▸ Aim of the exercise:
Locate each line in the records containing "Right". Copy it.

▸ Records for the exercise:
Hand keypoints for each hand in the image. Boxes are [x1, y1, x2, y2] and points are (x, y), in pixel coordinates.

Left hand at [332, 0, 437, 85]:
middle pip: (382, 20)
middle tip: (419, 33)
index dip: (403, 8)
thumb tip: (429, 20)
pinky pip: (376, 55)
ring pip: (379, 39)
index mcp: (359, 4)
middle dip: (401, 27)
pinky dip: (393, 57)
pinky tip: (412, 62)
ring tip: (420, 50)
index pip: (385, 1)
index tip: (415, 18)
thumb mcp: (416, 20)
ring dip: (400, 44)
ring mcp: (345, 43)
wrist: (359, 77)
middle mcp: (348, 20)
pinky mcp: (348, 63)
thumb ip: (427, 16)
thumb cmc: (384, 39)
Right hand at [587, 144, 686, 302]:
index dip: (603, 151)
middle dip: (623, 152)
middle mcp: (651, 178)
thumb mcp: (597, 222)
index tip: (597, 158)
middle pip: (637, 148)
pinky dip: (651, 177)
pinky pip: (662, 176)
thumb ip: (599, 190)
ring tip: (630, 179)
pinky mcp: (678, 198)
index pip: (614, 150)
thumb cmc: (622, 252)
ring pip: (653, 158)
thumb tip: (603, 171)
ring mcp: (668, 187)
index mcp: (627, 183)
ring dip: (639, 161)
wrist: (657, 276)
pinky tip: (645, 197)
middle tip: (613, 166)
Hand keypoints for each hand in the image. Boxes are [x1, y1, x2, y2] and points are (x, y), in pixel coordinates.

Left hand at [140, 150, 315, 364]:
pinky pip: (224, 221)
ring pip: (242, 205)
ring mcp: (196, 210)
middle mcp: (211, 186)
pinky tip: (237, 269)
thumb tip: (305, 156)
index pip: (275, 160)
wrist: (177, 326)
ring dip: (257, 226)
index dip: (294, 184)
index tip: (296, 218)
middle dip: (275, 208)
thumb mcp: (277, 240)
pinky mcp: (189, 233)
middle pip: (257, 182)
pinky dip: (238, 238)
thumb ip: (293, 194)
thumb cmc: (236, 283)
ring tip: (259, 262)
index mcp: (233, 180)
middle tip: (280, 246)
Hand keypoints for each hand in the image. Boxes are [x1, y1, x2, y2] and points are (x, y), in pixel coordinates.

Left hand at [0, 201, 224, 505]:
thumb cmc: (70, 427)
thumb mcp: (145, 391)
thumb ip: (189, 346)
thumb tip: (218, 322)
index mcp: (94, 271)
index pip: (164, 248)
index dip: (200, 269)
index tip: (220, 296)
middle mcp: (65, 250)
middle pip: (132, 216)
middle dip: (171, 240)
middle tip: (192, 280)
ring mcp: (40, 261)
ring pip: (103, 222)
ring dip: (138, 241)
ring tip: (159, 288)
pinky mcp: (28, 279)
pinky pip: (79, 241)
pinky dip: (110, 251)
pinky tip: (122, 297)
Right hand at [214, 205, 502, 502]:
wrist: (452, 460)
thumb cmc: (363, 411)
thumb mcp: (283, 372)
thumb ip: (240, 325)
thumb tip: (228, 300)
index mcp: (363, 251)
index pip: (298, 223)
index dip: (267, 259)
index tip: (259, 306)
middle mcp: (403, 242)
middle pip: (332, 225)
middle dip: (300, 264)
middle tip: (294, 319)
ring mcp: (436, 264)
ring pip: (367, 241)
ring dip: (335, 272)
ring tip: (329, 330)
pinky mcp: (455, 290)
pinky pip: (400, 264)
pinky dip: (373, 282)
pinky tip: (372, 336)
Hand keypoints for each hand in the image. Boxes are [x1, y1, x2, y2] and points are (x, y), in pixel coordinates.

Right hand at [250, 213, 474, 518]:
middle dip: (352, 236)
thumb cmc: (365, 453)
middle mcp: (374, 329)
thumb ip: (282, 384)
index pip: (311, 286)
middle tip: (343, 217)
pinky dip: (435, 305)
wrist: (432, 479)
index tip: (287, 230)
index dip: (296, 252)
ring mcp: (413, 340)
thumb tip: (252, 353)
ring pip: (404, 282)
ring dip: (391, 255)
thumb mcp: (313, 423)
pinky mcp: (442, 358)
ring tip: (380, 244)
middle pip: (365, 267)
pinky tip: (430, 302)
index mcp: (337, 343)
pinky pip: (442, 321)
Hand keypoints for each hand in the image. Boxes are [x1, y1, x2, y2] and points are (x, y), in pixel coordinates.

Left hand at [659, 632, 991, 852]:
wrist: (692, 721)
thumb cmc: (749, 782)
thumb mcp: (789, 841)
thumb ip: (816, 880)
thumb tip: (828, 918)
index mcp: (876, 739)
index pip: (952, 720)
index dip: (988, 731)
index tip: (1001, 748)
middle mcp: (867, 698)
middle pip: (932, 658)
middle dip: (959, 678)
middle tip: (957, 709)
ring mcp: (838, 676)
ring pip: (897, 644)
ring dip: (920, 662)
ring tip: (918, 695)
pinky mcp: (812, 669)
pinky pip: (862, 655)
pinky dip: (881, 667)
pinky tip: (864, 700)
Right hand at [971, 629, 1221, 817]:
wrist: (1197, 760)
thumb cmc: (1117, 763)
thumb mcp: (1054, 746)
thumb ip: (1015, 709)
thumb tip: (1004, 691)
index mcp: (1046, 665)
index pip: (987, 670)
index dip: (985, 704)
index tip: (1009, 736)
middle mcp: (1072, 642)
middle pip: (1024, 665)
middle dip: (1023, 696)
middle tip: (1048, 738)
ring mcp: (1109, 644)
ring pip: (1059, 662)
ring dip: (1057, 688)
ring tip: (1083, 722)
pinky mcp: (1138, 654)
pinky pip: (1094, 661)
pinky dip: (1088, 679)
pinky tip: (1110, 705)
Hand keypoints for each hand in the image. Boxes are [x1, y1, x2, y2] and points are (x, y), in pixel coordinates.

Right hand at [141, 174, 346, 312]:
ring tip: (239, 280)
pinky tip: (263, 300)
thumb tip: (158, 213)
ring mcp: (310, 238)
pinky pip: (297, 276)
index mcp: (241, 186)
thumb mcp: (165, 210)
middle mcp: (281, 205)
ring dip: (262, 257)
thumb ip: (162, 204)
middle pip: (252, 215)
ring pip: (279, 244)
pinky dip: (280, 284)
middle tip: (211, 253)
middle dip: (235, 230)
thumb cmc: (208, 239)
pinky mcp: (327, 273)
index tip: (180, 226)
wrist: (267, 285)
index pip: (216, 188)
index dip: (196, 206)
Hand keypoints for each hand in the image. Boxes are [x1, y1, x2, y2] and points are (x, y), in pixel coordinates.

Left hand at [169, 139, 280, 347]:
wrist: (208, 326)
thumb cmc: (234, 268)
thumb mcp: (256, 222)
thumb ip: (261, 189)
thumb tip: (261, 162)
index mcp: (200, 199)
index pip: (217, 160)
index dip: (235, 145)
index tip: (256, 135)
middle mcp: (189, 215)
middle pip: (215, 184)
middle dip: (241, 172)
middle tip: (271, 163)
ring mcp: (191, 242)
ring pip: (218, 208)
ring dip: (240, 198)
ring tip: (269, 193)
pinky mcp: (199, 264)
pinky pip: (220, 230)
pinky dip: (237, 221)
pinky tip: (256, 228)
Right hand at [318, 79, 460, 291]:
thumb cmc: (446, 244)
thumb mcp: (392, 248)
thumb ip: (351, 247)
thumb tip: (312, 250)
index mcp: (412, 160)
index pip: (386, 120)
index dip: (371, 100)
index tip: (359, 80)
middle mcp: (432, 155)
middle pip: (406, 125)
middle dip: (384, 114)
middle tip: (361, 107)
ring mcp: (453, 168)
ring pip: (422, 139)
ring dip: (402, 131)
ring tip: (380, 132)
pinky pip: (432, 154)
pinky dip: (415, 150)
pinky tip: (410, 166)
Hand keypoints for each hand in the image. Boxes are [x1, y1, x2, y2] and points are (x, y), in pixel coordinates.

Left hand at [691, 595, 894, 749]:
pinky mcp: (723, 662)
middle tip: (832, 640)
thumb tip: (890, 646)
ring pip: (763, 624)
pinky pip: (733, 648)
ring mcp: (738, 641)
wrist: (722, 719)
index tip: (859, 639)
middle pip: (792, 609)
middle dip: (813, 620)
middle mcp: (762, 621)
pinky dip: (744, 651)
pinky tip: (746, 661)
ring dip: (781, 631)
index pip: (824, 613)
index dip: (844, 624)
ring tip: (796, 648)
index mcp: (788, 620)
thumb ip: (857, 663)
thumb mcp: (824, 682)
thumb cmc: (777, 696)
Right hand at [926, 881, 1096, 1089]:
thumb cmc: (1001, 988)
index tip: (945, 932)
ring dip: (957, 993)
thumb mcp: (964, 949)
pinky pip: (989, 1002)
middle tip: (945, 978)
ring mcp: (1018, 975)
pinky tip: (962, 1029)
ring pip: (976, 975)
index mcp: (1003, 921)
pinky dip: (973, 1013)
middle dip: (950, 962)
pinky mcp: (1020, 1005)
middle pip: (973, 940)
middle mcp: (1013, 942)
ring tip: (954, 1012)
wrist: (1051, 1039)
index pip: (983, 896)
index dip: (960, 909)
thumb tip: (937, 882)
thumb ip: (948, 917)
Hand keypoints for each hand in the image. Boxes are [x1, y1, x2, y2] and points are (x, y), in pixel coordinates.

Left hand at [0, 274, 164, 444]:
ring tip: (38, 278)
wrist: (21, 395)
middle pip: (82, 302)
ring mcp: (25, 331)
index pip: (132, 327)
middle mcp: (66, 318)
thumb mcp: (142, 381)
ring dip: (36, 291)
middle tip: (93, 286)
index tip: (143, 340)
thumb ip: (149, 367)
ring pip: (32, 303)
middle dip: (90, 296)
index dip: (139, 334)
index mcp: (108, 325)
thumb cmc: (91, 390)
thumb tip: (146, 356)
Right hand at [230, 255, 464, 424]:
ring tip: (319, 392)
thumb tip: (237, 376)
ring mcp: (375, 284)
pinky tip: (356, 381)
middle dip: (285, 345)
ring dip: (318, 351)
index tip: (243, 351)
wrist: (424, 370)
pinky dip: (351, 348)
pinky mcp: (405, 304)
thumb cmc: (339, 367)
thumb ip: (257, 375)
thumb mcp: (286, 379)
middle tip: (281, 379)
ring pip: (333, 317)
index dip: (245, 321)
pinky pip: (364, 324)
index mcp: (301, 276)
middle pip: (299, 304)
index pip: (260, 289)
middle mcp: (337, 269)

▸ Output of the task:
Right hand at [587, 144, 686, 302]:
Right hand at [214, 205, 502, 502]:
Right hand at [250, 213, 474, 518]:
Right hand at [971, 629, 1221, 817]:
Right hand at [141, 174, 346, 312]:
Right hand at [318, 79, 460, 291]:
Right hand at [926, 881, 1096, 1089]:
Right hand at [230, 255, 464, 424]:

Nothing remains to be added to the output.